Voy a referirme a una de estas películas, Blowup. Deseo de una mañana de verano (1966), film que vi hace más de cuarenta años y ahora me parece de una sorprendente actualidad, de una vigencia estética notable. Antonioni dirige indistintamente actores italianos, franceses, ingleses o norteamericanos; los ubica en distintas ciudades y usa una gama de recursos técnicos considerable en la conformación de una gramática narrativa compleja, de inspiración indudablemente literaria, la cual emplea siempre un punto de vista fílmico en permanente renovación.

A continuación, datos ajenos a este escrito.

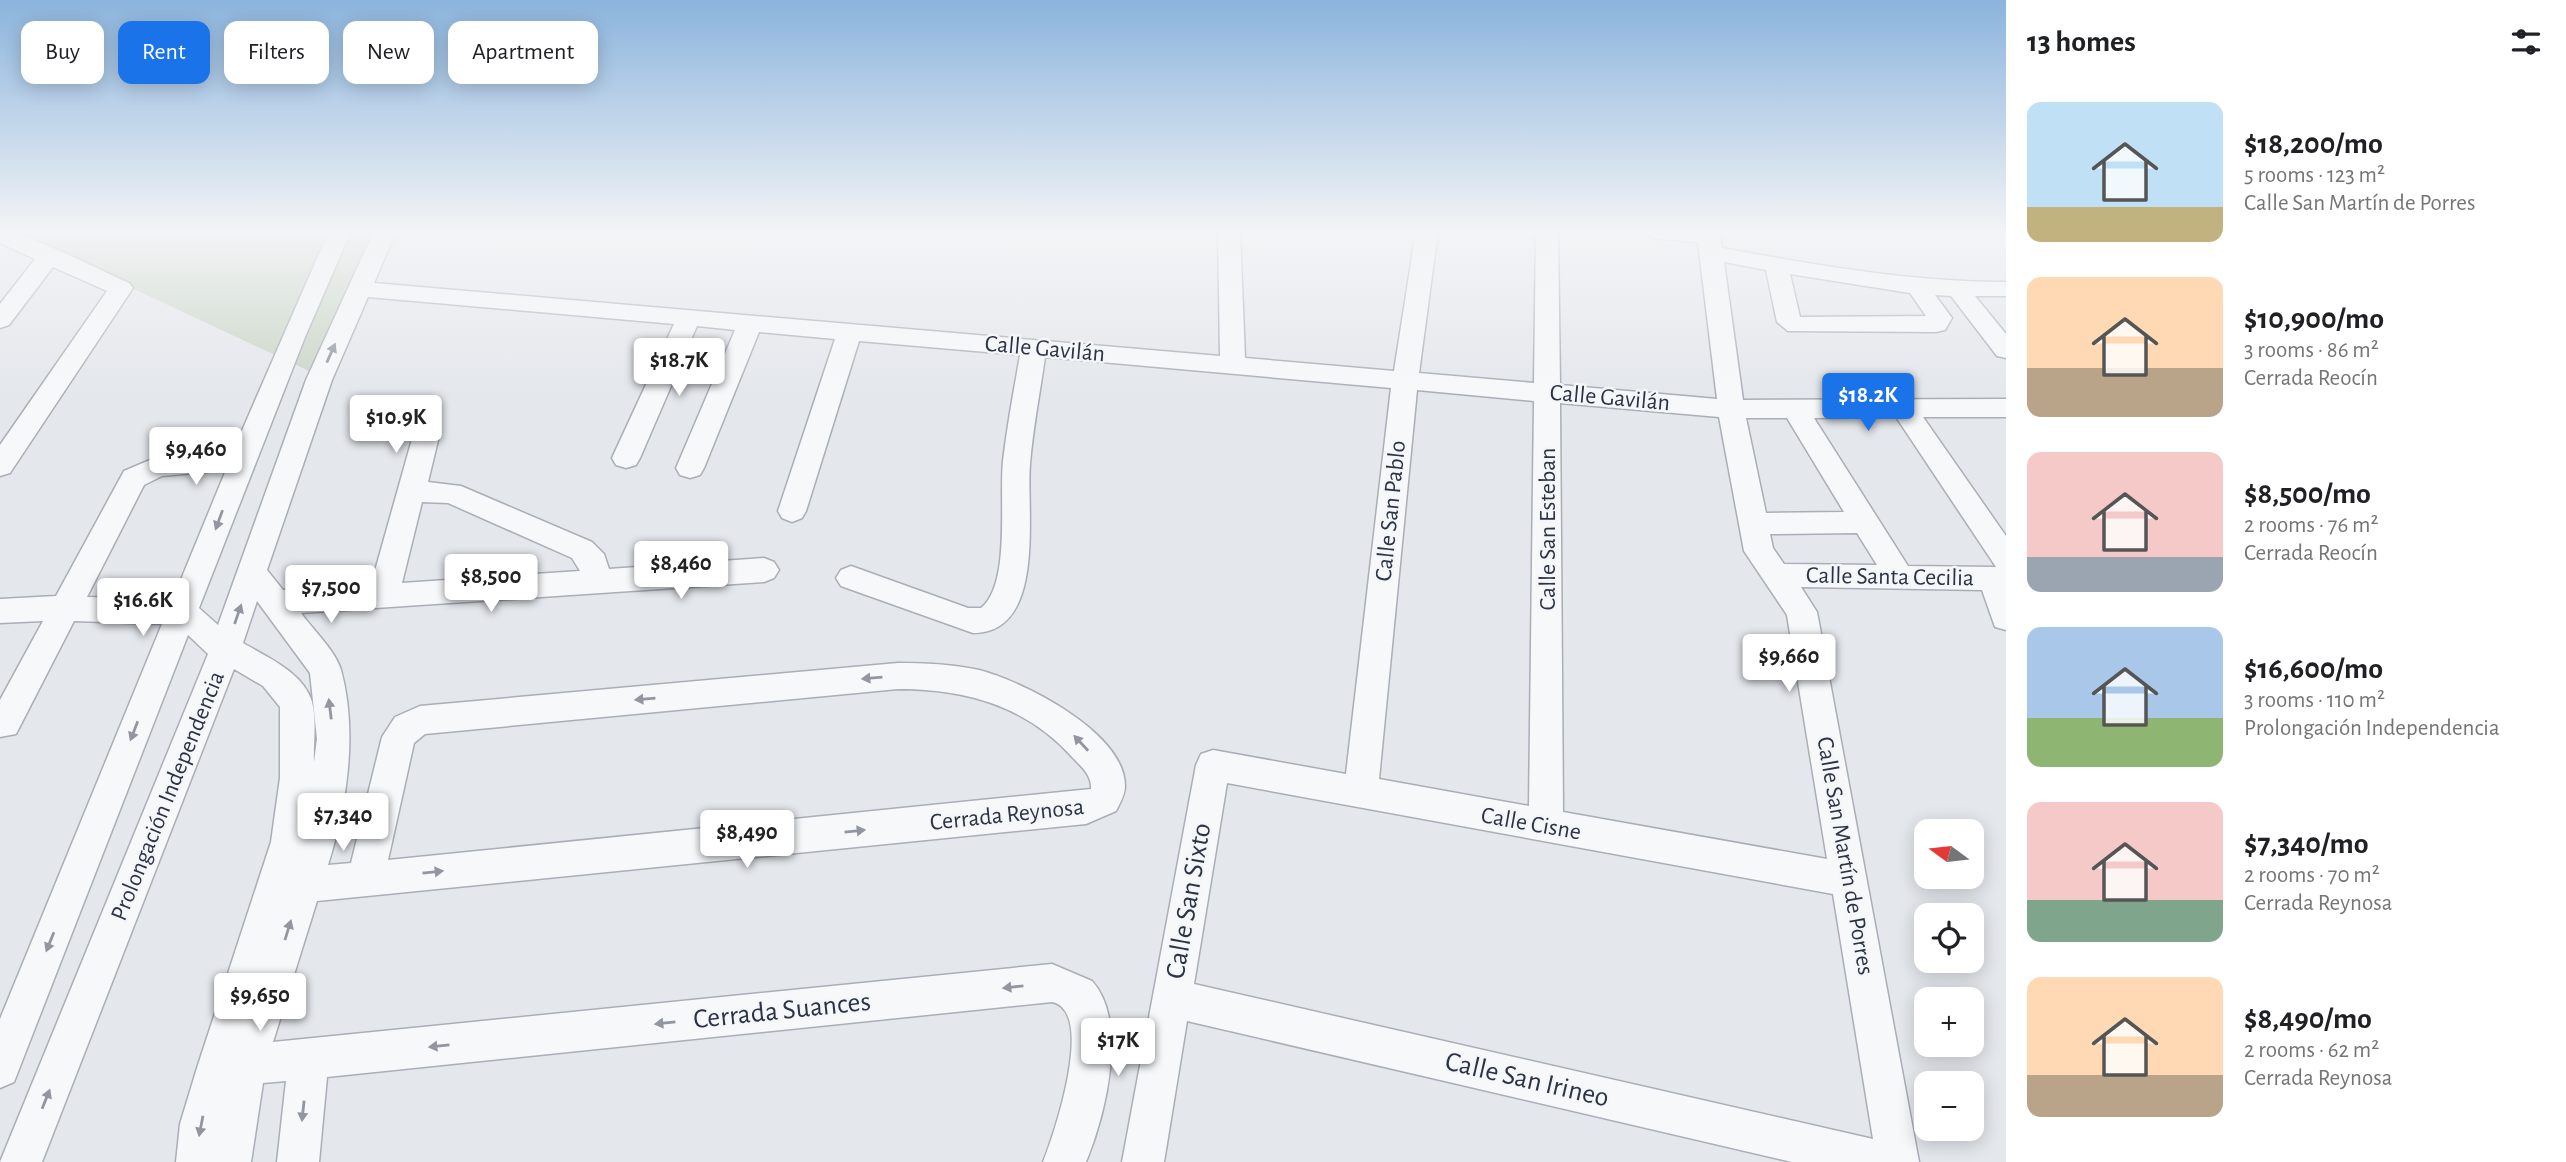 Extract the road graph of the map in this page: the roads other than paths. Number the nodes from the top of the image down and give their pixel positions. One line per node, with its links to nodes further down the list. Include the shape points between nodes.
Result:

No exagero si afirmo que Blowup es una película que aporta lecturas, significaciones y claves para acercarse al mundo contemporáneo, siendo como es una obra trabajada desde una óptica polisémica, donde los significantes se convierten en mensajes complejos, poblados de ramificaciones estéticas que rozan los campos de lo ético, lo cultural y lo social simultáneamente.

El preámbulo a esta historia nos presenta a un jeep cargado de juerguistas, de personajes que celebran por las calles una fiesta delirante, algunos de ellos disfrazados de payasos o mimos; van por calles de Londres gesticulando y gritando, usando sombreros, atuendos y maquillajes, pasan frente a un edificio moderno y luego se detienen en una esquina justo donde un grupo de obreros sale de una fábrica; entre ellos viene Thomas (interpretado por David Hemmings), el fotógrafo, camuflado, quien luego se arrima a una pared con un bulto en la mano (donde lleva oculta su cámara), luego corre hacia su auto, donde los juerguistas lo abordan para pedirle dinero. Se entiende, después, que Thomas se ha infiltrado dentro de la fábrica con el objeto de hacer fotografías. Conduce su auto hasta un estudio fotográfico, donde entrega los rollos de fotos para ser revelados.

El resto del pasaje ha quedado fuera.